Шрифт:
Интервал:
Закладка:
– Шнырял? – Ландсман как будто глотнул крепкого горячего кофе. Почувствовал себя стофунтовым удавом, готовым сдавить крошку-кролика Рафаила.
– Большой ангар «Биг Мейкер». Они его не используют. Возле Гранит-крик. Видели, как он входил и выходил. Таскал туда что-то. Баллон пропана. Может, живет там.
– Спасибо, Бенни. Обязательно проверю.
Ландсман покидает квартиру. Бенито Таганес держит его за рукав, отеческой рукой поправляет воротник, стряхивает крупицы коричного сахара.
– Жена твоя вернулась…
– В вящей славе.
– Очень милая дама. Бенито очень рад.
– Скажу ей, чтобы зашла.
– Нет-нет, ничего не говори. – Бенито ухмыльнулся. – Она теперь твой босс.
– Она всегда была моим боссом. Просто теперь это официально.
Ухмылка гаснет. Ландсман отворачивается от печальных глаз Бенито Таганеса. Жена Бенито – бессловесное тенеподобное существо, а вот мисс Оливия в дни славы своей вела себя как триумфатор, победитель полумира.
– Оно и к лучшему. Тебе босс ой как нужен!
21
Ландсман запасается еще одной обоймой, едет к северу, мимо мыса Халибут, где море тянет к суше суровую длань полисмена. Рядом с шоссе Айкса руины торгового центра отмечают конец ситкинской мечты: заполнить все пространство отсюда и до Якови евреями мира. Постоянный статус приказал долго жить, не родившись, не поступал новый еврейский материал из темных лабиринтов диаспоры, жилищное строительство свернулось, синьки строительных планов сгинули в железных шкафах.
Супермаркет «Биг Мейкер» на Гранит-крик почил в бозе около двух лет назад. Двери-решетки посадили на цепь, глухой фасад лишился латинских и еврейских букв, составлявших название, сейчас. его украшают лишь оставшиеся от креплений дырки, каменное домино, брайлевская азбука крушения надежд.
Ландсман останавливает машину у барьера и скользит по обледеневшей поверхности стоянки к главному входу. Снега здесь гораздо меньше, чем на улицах центральных кварталов города. Небо приподнялось повыше, его бледно-серая поверхность раскрашена темными тигровыми полосами. Дыша носом, стиснув зубы, Ландсман подбирается к стеклянным дверям, ручки которых скованы, как кандалами, синими обрезиненными цепями. Ландсман обдумывает свое поведение. Поднять стук и грохот у этой двери, потрясая значком и авторитетом, подавить своим могучим силовым полем эту жалкую букашку Рафи, швырнуть ее…

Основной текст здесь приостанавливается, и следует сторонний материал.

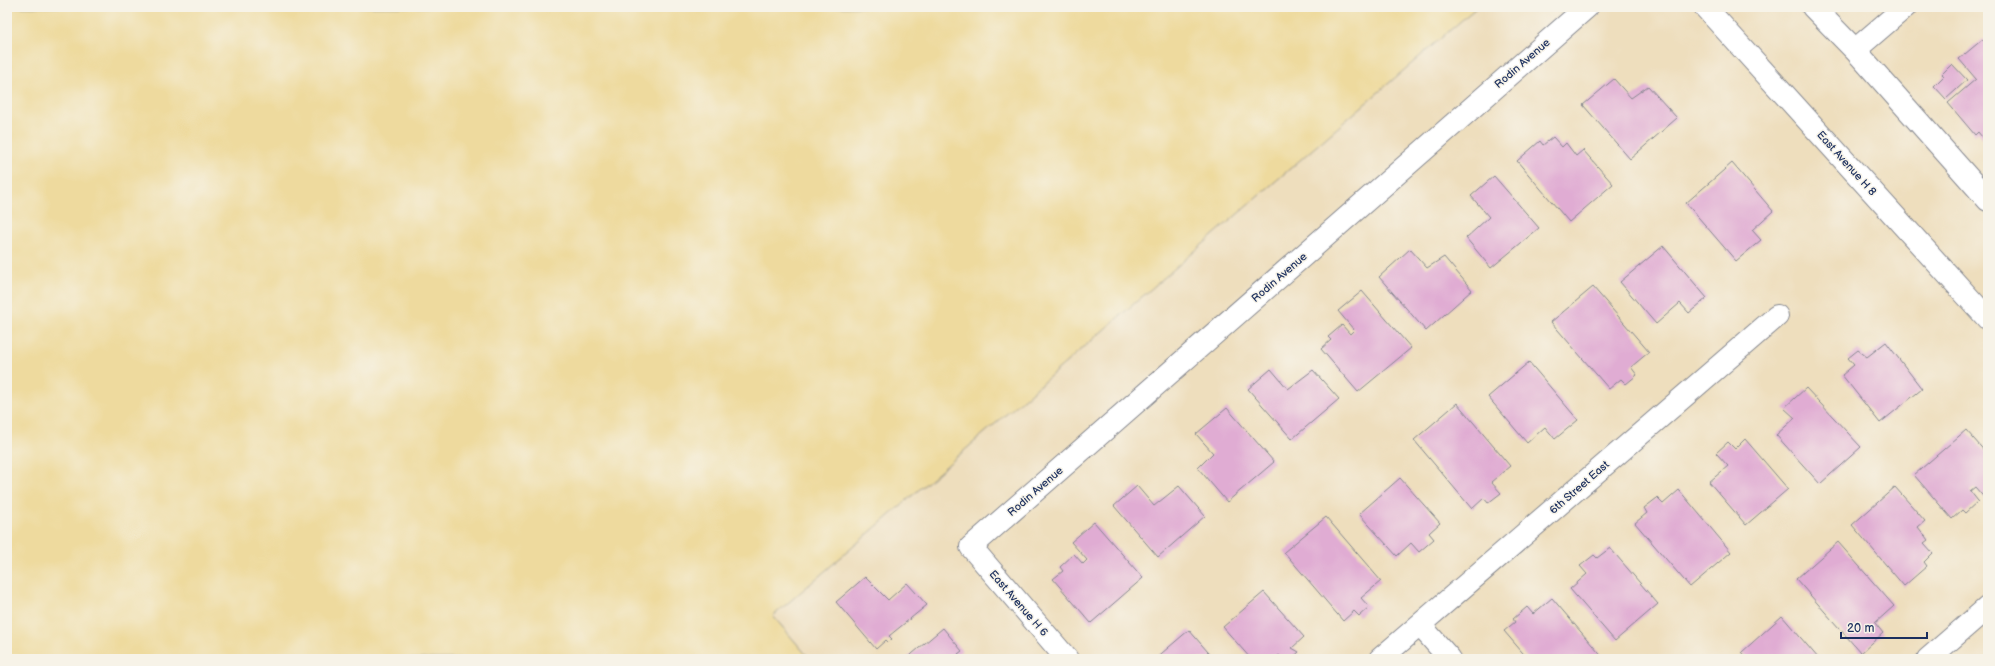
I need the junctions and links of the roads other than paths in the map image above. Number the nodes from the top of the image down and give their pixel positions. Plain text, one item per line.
1 (1587, 7) edge
2 (1705, 7) edge
3 (1813, 7) edge
4 (1905, 7) edge
5 (1855, 50) junction
6 (1988, 200) edge
7 (1777, 316) dead end
8 (1988, 319) edge
9 (971, 547) joint
10 (1988, 608) edge
11 (1420, 624) junction
12 (1067, 659) edge
13 (1380, 659) edge
14 (1450, 659) edge
15 (1928, 659) edge

1 - 9 street, Rodin Avenue
2 - 8 street, East Avenue H 8
3 - 5 street
4 - 5 street
5 - 6 street
7 - 11 street, 6th Street East
9 - 12 street, East Avenue H 6
10 - 15 street
11 - 13 street, 6th Street East
11 - 14 street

Первая пуля взорвала воздух возле правой ушной раковины Ландсмана, вжикнула жирным фантастическим шмелем. Что это пуля, он сообразил, когда услышал звон разбитого стекла. Тут же живот его придавил обледенелый снежный покров крыльца, а вторая пуля обожгла затылок, как будто кто-то плеснул на него бензином и бросил спичку. Ландсман вытащил шолем, но пауки уже опутали голову полупрозрачной сетью, их укусы действуют парализующее, двигаться как будто лень. План его не план, а сам он, естественно, бездарный болван. Один, без поддержки. Где он, не знает никто, кроме Бенито Таганеса, гения умолчания с тягучим взглядом. Здесь и сдохнет он, на заброшенной парковке на краю света. Ландсман закрыл глаза, снова открыл их. Паутина уже гуще, на ней поблескивают капельки росы. Снег скрипит под ногами, ног более двух. Ландсман поднимает оружие, во что-то целится, нажимает на спуск.

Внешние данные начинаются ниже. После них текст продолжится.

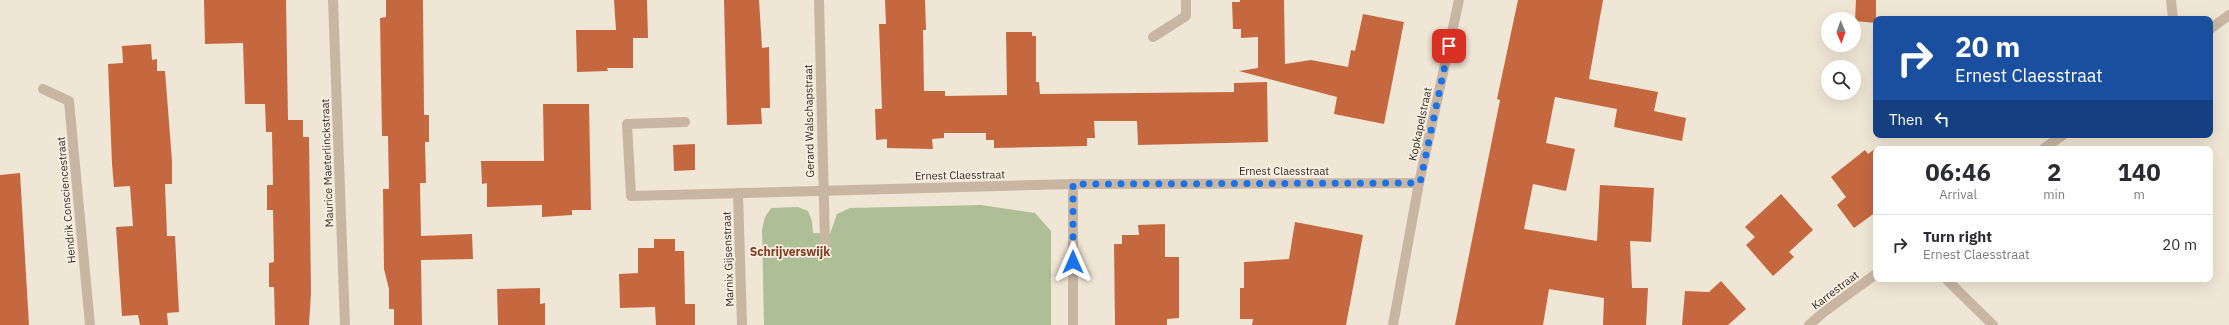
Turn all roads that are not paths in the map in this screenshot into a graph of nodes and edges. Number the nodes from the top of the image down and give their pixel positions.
1 (333, 0) edge
2 (819, 0) edge
3 (1186, 0) edge
4 (1459, 0) edge
5 (2171, 0) edge
6 (2229, 15) edge
7 (2173, 16) edge
8 (2213, 27) edge
9 (1153, 37) dead end
10 (43, 89) dead end
11 (684, 122) dead end
12 (2059, 138) edge
13 (2047, 146) edge
14 (1420, 183) junction
15 (1073, 184) junction
16 (823, 190) junction
17 (738, 193) junction
18 (825, 242) dead end
19 (1873, 276) edge
20 (1949, 282) edge
21 (90, 325) edge
22 (345, 325) edge
23 (742, 325) edge
24 (1072, 325) edge
25 (1393, 325) edge
26 (1809, 325) edge
27 (1993, 325) edge

1 - 22 street, Maurice Maeterlinckstraat
2 - 16 street, Gerard Walschapstraat
3 - 9 street
4 - 14 street, Kopkapelstraat
5 - 7 street
6 - 8 street
10 - 21 street, Hendrik Consciencestraat
11 - 17 street, Ernest Claesstraat
12 - 13 street
14 - 15 street, Ernest Claesstraat
14 - 25 street, Kopkapelstraat
15 - 16 street, Ernest Claesstraat
15 - 24 street
16 - 17 street, Ernest Claesstraat
16 - 18 street, Gerard Walschapstraat
17 - 23 street, Marnix Gijsenstraat
19 - 26 street, Karrestraat
20 - 27 street

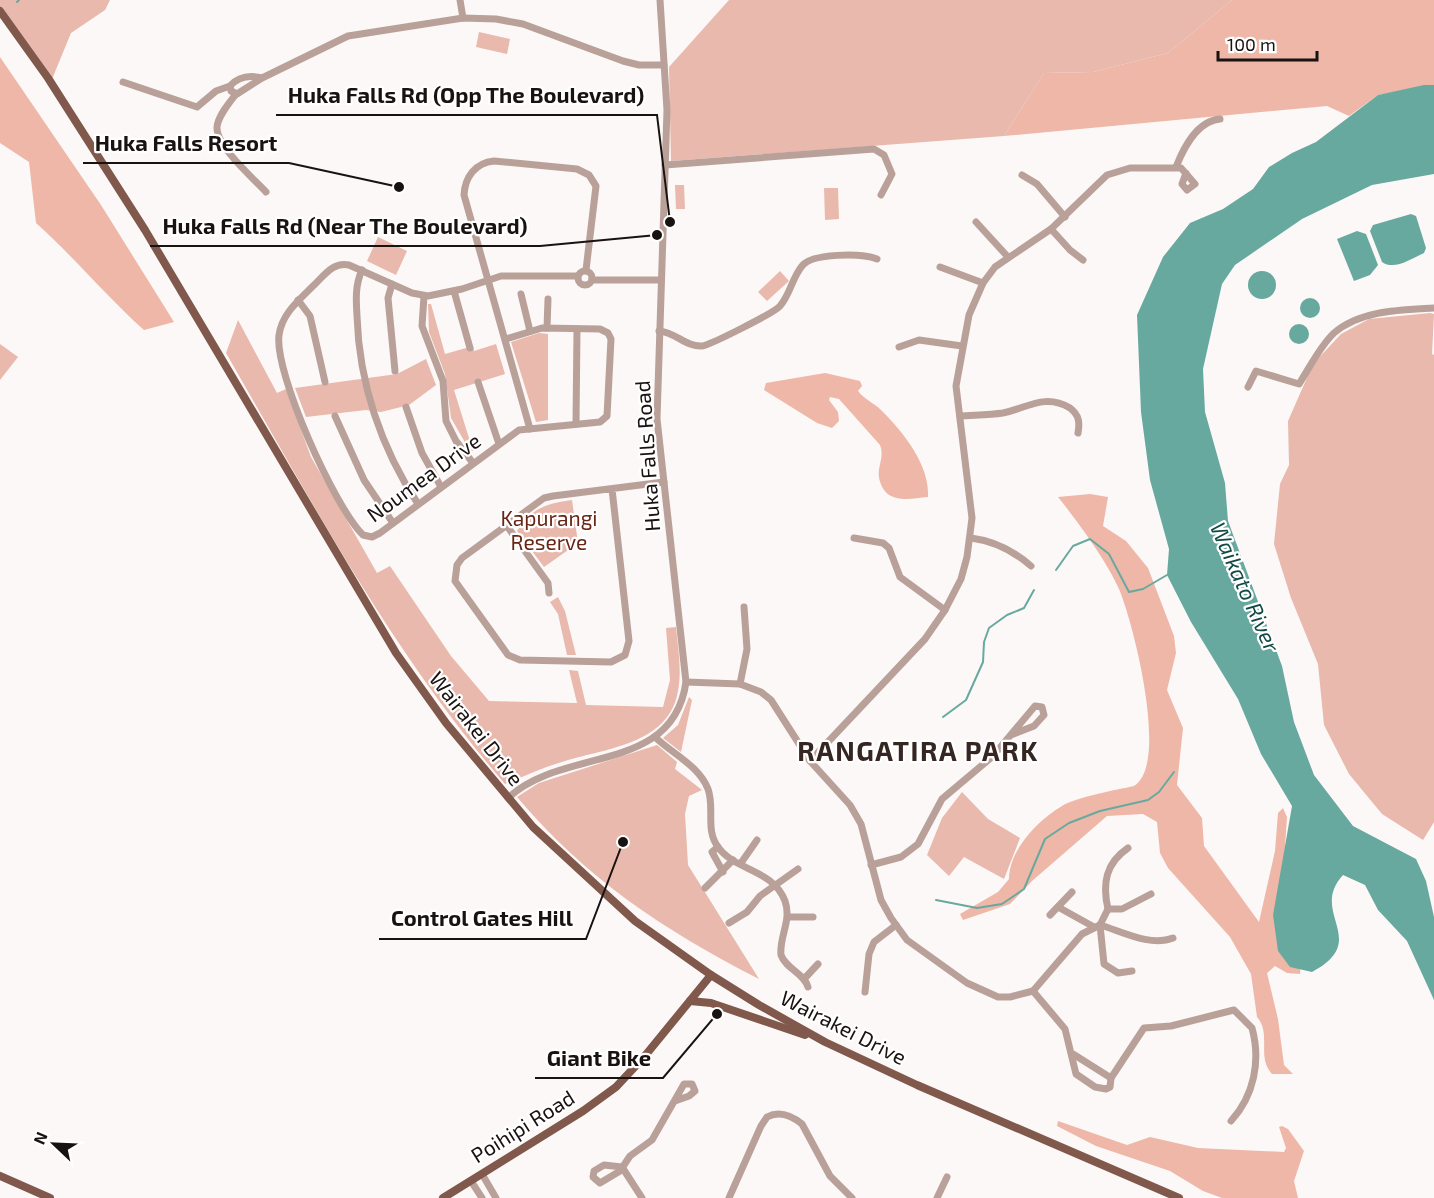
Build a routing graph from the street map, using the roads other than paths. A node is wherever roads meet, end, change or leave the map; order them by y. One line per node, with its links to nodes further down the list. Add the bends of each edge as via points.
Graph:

Выстрел, женский вопль, пожелания цветущей раковой опухоли его, Ландсмана, половым железам. Снег влетает в уши Ландсмана и за шиворот. Кто-то хватает его пистолет и активно выкручивает его из руки. Дышит попкорном. Лансман поднимается за пистолетом, пелена на глазах утончается, становится прозрачнее. Видна усатая рожа Рафи Зильбер-блата, двери «Биг Мейкера», толстая крашеная блондинка, валяющаяся на спине, орошающая снег кровью откуда-то из живота. Пара пистолетов, один из которых, в руке Зильберблата, направлен в его голову. Аромат попкорна заглушает все остальные, странно изменяет запах и крови и дыма, тошнотворно подслащает их. Ландсман резко отпускает свой «смит-вессон».
Зильберблат столь усердно тянул пистолет, что рухнул с ним в снег на спину. Ландсман тут же на него уселся. Руки работают без участия головы. Руки вырвали шолем у Зильберблата, вернули его законному владельцу, без участия последнего распорядились вернувшимся имуществом. Зильберблат превратился в кровавый рог изобилия с раскрывом в голове, с раскрывом, из которого рванулся фонтан мозгов и крови. Паутина переместилась в уши Ландсмана. Слышит он теперь лишь хрип дыхания в глотке да буханье крови в висках.
Ландсман слезает со свежеубитого, давя снег коленями, внимая звенящему вокруг покою. У него хватает здравого смысла этому покою не доверять. Сомнения собираются толпой вокруг безобразий, которые он тут натворил, как зеваки на тротуаре вокруг сиганувшего из окна двадцатого этажа. Ландсман с трудом поднимается на четвереньки. Он измазан кровью и мозгом, вокруг кровь и мозги, валяется почти целый зуб…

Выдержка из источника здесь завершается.